31 March– 2 April 2023

Since 2022, the Lucerne Festival Orchestra no longer performs only in the summer. Each spring going forward, the ensemble will additionally lure classical music fans from all over the world to Lucerne. Together with their “boss” Riccardo Chailly, the orchestra celebrates a three-day music festival during the Palm Sunday weekend, following the model of historic music festivals that have been held in the Rhineland since the early Romantic period at varying venues, such as Aachen, Düsseldorf, and Cologne. Between 1833 and 1846, on seven occasions, Felix Mendelssohn took over the direction of these so-called “Lower Rhine Music Festivals,” which similarly lasted for three days in the spring and had a thematic focus. It is therefore no coincidence that Mendelssohn now serves as the guiding star for the Lucerne programs in 2022 and 2023, which will include performances of all five of his symphonies.

Felix Mendelssohn was probably the most important personality in German musical life during the first two decades after Beethoven’s death. As a composer, he proved through his symphonies and overtures, chamber music, and piano works that the history of music at that time had by no means reached the end point predicted by certain would-be prophets. As a performer, Mendelssohn in turn established the professional image of the conductor: he was the first to step in front of the orchestra with a baton and conduct concerts while not himself playing the violin or keyboard. Robert Schumann admiringly called him “the Mozart of the 19th century” - thus planting the preconception of Mendelssohn as a classicist. Riccardo Chailly and the Lucerne Festival Orchestra will explore this contradiction as they pair Mendelssohn’s music with works by his contemporaries, role models, and successors. 
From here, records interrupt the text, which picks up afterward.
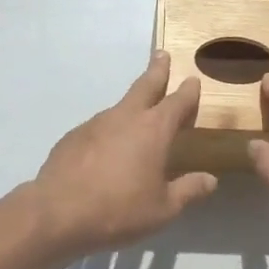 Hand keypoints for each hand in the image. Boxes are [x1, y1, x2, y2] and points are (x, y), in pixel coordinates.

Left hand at [27, 52, 217, 259]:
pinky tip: (107, 150)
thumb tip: (210, 179)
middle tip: (161, 54)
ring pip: (120, 106)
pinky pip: (98, 128)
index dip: (188, 91)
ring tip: (138, 115)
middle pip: (145, 85)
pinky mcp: (72, 137)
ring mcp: (95, 124)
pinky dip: (108, 131)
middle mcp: (125, 117)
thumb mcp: (163, 208)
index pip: (177, 102)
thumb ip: (188, 190)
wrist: (57, 214)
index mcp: (153, 130)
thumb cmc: (119, 210)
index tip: (193, 80)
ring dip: (131, 104)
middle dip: (156, 70)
Riccardo Chailly has been studying Mendelssohn intensively for many years and has even immersed himself in the various manuscript versions of his works. He is particularly fascinated by Mendelssohn’s “love of bel canto” and Italian opera, as well as his enthusiasm for color. “You can see that not only in his scores,” Chailly explains, “but also in his drawings, with their sense of detail: the shape of a leaf, the grounding of the sky, the reflections of light on the surface of water. For Mendelssohn, nature was the dominant element of all human experience.”